Wondering how to celebrate your next birthday, or perhaps looking for a wild and crazy hens night that screams girl power? Why not strip down to your skivvies with your favourite gal pals and have a professional boudoir photo shoot. Because nothing says I love my girlfriends like pressing your breasts into each other and flaunting some risqué lingerie.
According to the NY Post, boudoir photography parties are on the rise. Some photographers report a 50 percent increase in business over the last five years.
But they’re not just for silly hens nights. Apparently, women are using them to celebrate everything from their upcoming weddings to milestone birthday parties. “Happy 90th birthday, Grandma! We bought you this lace teddy to wear in the picture.” “No, no, it’s not a joke. It’s a way to show the world just how much we love each other.” “Oh, no, we wouldn’t hang the portrait on the wall. We’d store it away somewhere.” “Yes, that’s right, it’s $3,300 to have pictures taken that we’ll never show anyone.” “What do you mean it doesn't make any sense?”

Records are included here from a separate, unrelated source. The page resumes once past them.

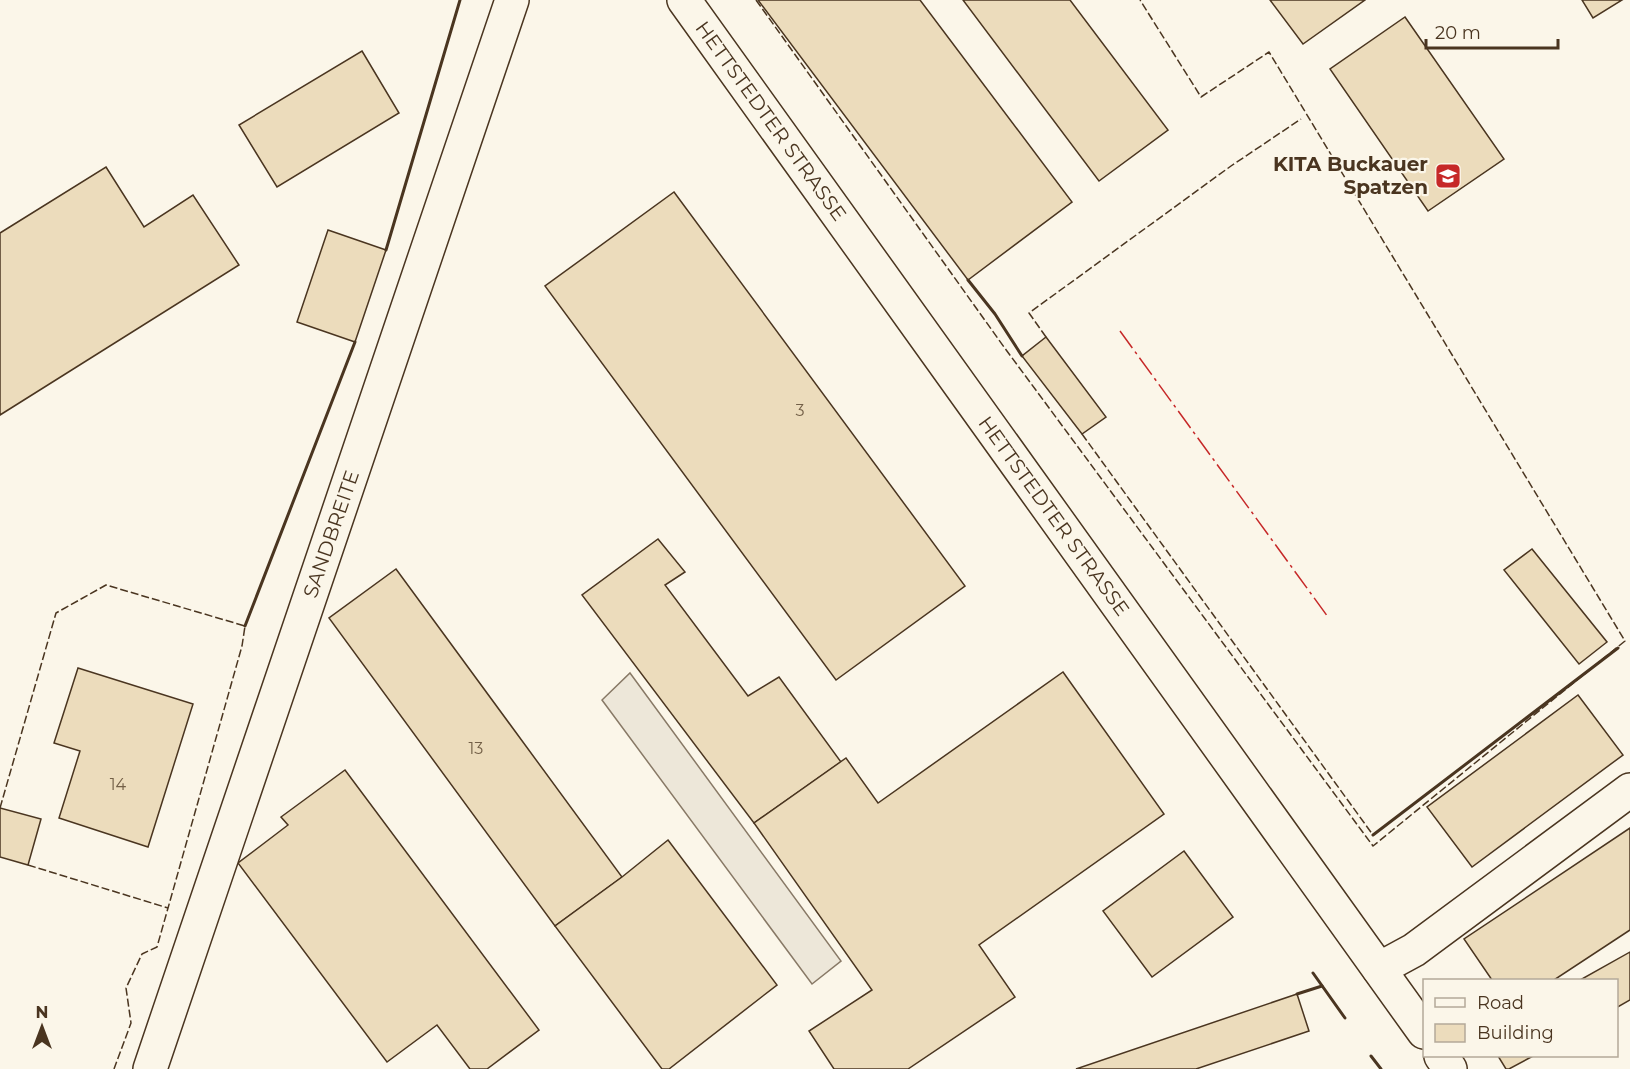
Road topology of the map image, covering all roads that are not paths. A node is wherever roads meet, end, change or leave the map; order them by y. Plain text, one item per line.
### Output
1 (512, 0) edge
2 (684, 0) edge
3 (1630, 790) edge
4 (1379, 969) junction
5 (1423, 1029) edge
6 (150, 1069) edge

1 - 6 street, SANDBREITE
2 - 4 street, HETTSTEDTER STRASSE
3 - 4 street
4 - 5 street, HETTSTEDTER STRASSE

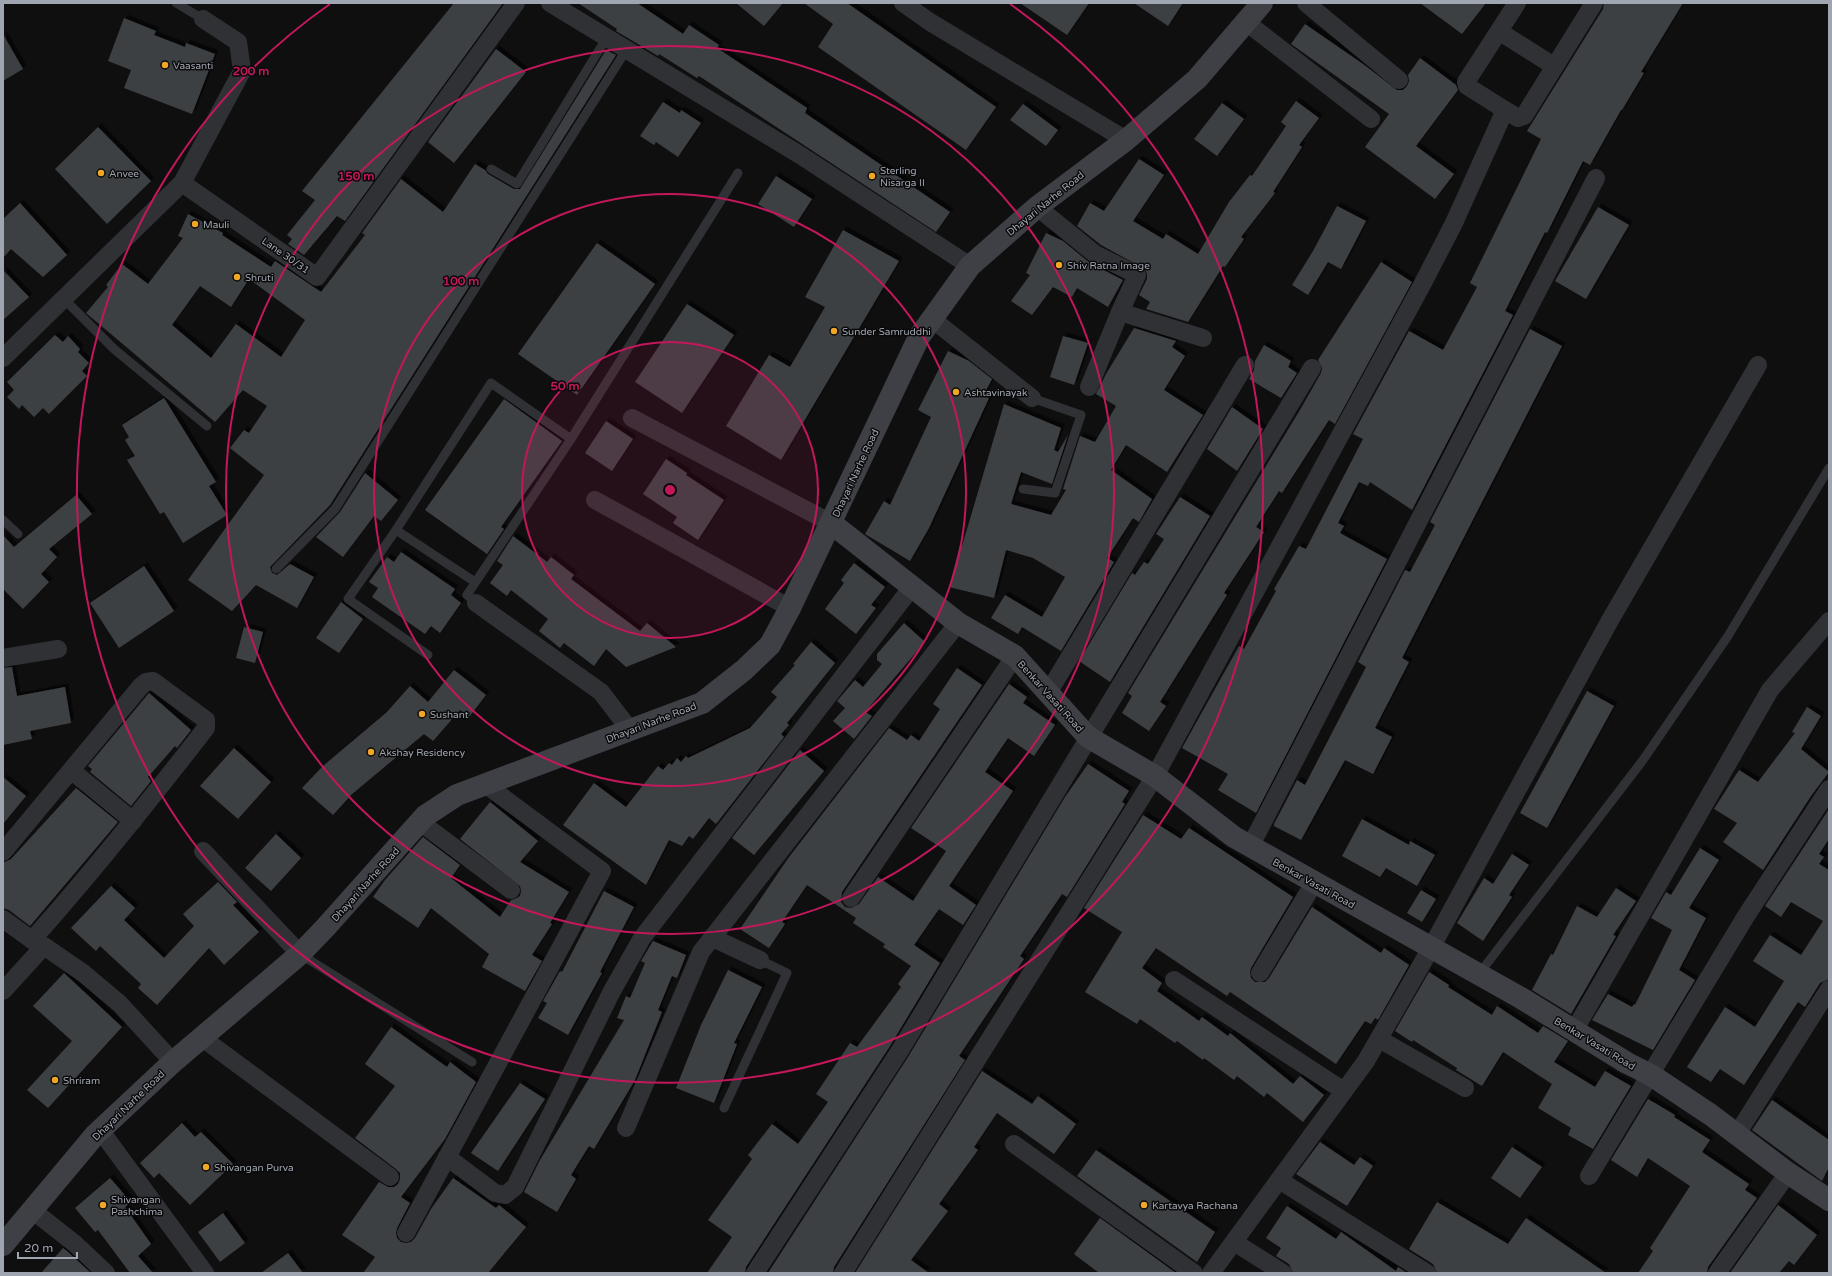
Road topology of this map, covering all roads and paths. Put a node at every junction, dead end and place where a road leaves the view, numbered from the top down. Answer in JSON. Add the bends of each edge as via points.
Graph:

Supposedly this trend is designed to empower women. See, we love our body so much that we’re willing to photograph it naked with our friends. But tell me this: How does baring it all for a highly retouched photo shoot become the sign of high self-esteem?
Apparently, the trend arose when women would book boudoir shoots for themselves, as a sexy gift to their husband. Nervous, they would ask a friend to come along to give them courage. A few glasses of wine later and some cheering from the sidelines, and suddenly it made sense to include your girlfriend in the shot, too.
During the sittings, each woman gets a makeover and is shot by herself in her sexy lingerie. Then all of the women come together for a more modest and hopefully less tacky shot.
To me, it’s the incarnation of every high school boy’s fantasy of what goes on at sleepovers. Plenty of men feel fine about their bodies but you don’t see them stripping down for group beefcake images. I’m tired of the ridiculous over-sexualising of ourselves that somehow suggests we feel good about ourselves — when really we’re just trying to look more like the models in magazines who look nothing like real-life women. If anything, I think it screams less girl power and more buying into the hype of the media machine.